[tune] Using an experiment-wide Stopper sometimes terminates prematurely

Hello, I have been using Tune (1.2.0dev) without any problem, but recently, I had some problems with experiment-wide stoppers like ExperimentPlateauStopper and my own custom stopper. Sometimes, the experiment exited before it’s supposed to (stopping condition was clearly not met), and when this happened, it output the following warning: Skipping cleanup - trainable.stop did not return in time. Consider making stop a faster operation. Does anyone know what causes this and/or how to fix it? Thanks!

A bit more context: each trial trains a neural network using Pytorch, and tune.report is called only once at the end of each training. This problem happens with both BayesOptSearch and HyperOptSearch. I also use ConcurrencyLimiter.

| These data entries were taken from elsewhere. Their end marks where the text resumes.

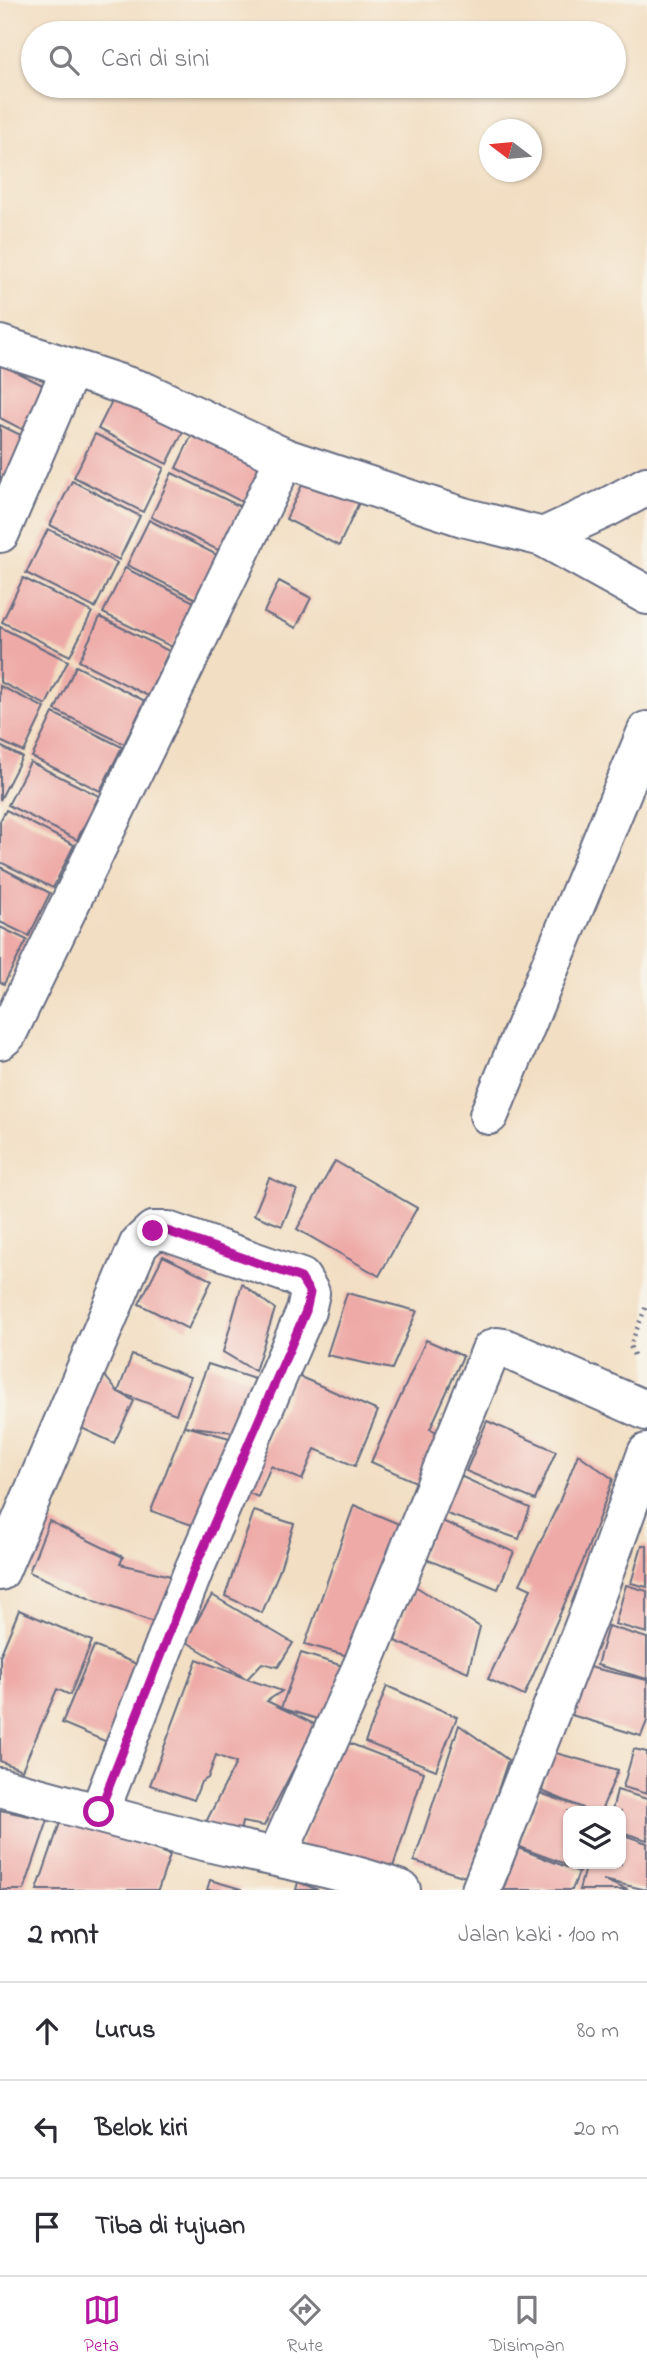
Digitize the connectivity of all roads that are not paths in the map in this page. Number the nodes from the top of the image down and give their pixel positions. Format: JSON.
{"nodes":[{"id":1,"x":0,"y":345,"type":"edge"},
{"id":2,"x":71,"y":368,"type":"junction"},
{"id":3,"x":285,"y":458,"type":"junction"},
{"id":4,"x":647,"y":486,"type":"edge"},
{"id":5,"x":0,"y":533,"type":"edge"},
{"id":6,"x":543,"y":537,"type":"junction"},
{"id":7,"x":647,"y":595,"type":"edge"},
{"id":8,"x":647,"y":731,"type":"edge"},
{"id":9,"x":0,"y":1040,"type":"edge"},
{"id":10,"x":489,"y":1115,"type":"dead end"},
{"id":11,"x":647,"y":1411,"type":"edge"},
{"id":12,"x":647,"y":1453,"type":"edge"},
{"id":13,"x":0,"y":1571,"type":"edge"},
{"id":14,"x":0,"y":1787,"type":"edge"},
{"id":15,"x":99,"y":1812,"type":"junction"},
{"id":16,"x":277,"y":1856,"type":"junction"},
{"id":17,"x":401,"y":1890,"type":"edge"},
{"id":18,"x":481,"y":1890,"type":"edge"}],
"edges":[{"from":1,"to":2,"type":"street"},
{"from":2,"to":3,"type":"street"},
{"from":2,"to":5,"type":"street"},
{"from":3,"to":6,"type":"street"},
{"from":3,"to":9,"type":"street"},
{"from":4,"to":6,"type":"street"},
{"from":6,"to":7,"type":"street"},
{"from":8,"to":10,"type":"street"},
{"from":11,"to":16,"type":"street"},
{"from":12,"to":18,"type":"street"},
{"from":13,"to":15,"type":"street"},
{"from":14,"to":15,"type":"street"},
{"from":15,"to":16,"type":"street"},
{"from":16,"to":17,"type":"street"}]}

Hey @chawins thanks for making this issue!

Could you post a full reproducible script for us to take a look at?

Thanks!

Thanks, @rliaw. The whole thing is a pretty large code base, but I will see what I can do.
I’m also running the stopper on version 1.1.0 to see if the problem persists.

Hello, @chawins I have also encountered such a problem, have you fixed it? Thanks.

Hi @zmin1217,

Do you have a simple repro script? If so, could you create a Github issue with that script attached?

@justinvyu There are no simple scripts, and i have already set TUNE_FORCE_TRIAL_CLEANUP_S=1 to temporarily fix it, which will forcibly cleanup by terminating actors.

Hi @zmin1217,

What’s the exact error you are seeing? Is it this:

Skipping cleanup - trainable.stop did not return in time.

What version of Ray are you on?

@justinvyu , yes , it repeatedly outputs
2023-04-13 09:08:08,022 WARNING ray_trial_executor.py:146 -- Skipping cleanup - trainable.stop did not return in time. Consider making stop a faster operation. and the version of Ray is 1.8.0

Could you try upgrading to the latest Ray version? It’s hard to give a fix for the old version, and this error message is no longer emitted by the current version of Ray.